Je dois vous dire, mes chers collègues, combien je suis choquée par l’insertion dans ce projet de loi de la mesure prévue à l’avant-dernier alinéa de cet article. Celle-ci autorise ni plus ni moins la généralisation du principe de discrimination en fonction du sexe dans le milieu scolaire, alors que rien de tel n’est exigé par les directives, ainsi que l’a rappelé Bariza Khiari.
Ainsi, aux termes de cet alinéa, ne fera pas obstacle aux principes de discrimination « l’organisation d’enseignements par regroupement des élèves en fonction de leur sexe ».
Cette disposition appelle deux réflexions, l’une juridique, l’autre politique.
D’un point de vue juridique, d’abord – et le rapport d’information réalisé par la délégation aux droits des femmes et à l’égalité des chances entre les hommes et les femmes le souligne à juste titre –, le code de l’éducation dispose, en son article L. 121-1, que les établissements qui accueillent des élèves « contribuent à favoriser la mixité et l’égalité entre les hommes et les femmes ».

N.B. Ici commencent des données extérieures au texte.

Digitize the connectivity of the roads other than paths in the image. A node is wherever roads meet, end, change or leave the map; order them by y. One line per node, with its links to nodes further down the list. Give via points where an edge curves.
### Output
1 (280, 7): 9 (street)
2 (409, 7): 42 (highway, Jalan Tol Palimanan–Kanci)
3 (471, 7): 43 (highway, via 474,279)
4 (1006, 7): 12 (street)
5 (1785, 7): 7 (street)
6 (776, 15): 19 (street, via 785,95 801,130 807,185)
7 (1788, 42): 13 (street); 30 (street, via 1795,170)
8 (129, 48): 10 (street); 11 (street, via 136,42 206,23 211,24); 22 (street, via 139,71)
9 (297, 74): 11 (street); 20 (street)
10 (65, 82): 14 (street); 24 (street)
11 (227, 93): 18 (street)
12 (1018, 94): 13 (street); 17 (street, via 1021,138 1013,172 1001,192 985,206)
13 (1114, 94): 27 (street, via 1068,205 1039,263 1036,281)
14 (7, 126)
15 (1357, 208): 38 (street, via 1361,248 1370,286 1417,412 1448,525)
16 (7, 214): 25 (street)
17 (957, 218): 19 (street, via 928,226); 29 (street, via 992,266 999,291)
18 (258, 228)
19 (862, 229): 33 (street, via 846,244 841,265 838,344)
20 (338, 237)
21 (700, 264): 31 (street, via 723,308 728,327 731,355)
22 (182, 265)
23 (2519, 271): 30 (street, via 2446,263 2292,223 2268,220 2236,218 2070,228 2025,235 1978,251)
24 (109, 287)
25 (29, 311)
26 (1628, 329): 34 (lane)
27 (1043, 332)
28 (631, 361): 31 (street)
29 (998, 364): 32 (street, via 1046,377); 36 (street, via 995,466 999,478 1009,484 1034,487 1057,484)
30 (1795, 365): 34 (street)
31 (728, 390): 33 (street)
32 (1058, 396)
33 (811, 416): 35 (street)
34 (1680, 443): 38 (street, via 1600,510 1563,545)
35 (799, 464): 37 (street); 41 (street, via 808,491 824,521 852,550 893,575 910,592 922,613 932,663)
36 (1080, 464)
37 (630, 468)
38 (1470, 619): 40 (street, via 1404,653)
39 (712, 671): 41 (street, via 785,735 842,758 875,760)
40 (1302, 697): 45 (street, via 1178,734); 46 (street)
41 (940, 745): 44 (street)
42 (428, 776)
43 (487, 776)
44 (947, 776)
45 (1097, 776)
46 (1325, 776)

L’avant-dernier alinéa de l'article 2 est en contradiction totale avec cet article du code de l’éducation. Comment, en effet, peut-on poser dans un code que le rôle de l’éducation est de favoriser la mixité quand, dans le même temps, une autre disposition législative autorise, sans le moindre encadrement ni la moindre limitation, la séparation des élèves en fonction de leur sexe ?
Madame la secrétaire d'État, avec cet alinéa, vous ouvrez une véritable boîte de Pandore juridique, et l’on verra une disposition aux contours flous entrer en conflit avec une autre disposition sans contour du tout ! Vous demandez en somme à ces deux dispositions de se contenir, de se limiter, voire de s’annuler, un peu comme si toutes deux avaient la même valeur.
Cette question de la valeur m’amène précisément à ma seconde réflexion, politique celle-là, sans pour autant constituer un sujet de polémique, car je veux croire que, au sein de cette assemblée, nous avons toutes et tous la même idée d’une société démocratique moderne, fondée sur l’égalité devant les droits et les devoirs.
Vous conviendrez avec moi, mes chers collègues, que la mixité et l’égalité entre les hommes et les femmes sont des combats permanents. Il nous appartient à tous, à tous les niveaux, de multiplier les initiatives en sa faveur.
Je rappelle à ce propos l’une des recommandations de la délégation aux droits des femmes et à l’égalité entre les hommes et les femmes, qui met en garde contre l’organisation d’enseignements distincts risquant de reproduire des stéréotypes sexués contre lesquels il convient au contraire de lutter.
Or nous savons tous que, pour réussir le vivre-ensemble, il nous faut intervenir dès l’école, pour casser certains stéréotypes tenaces et apprendre à construire une vie commune. C’est précisément cela que vous remettez en cause avec cet alinéa, madame la secrétaire d'État.
Je vous demande donc, mes chers collègues, d’adopter notre amendement, dont l’objet est de supprimer une disposition qui prive de l’un de ses fondements notre école publique et n’ajoute rien de positif au droit français.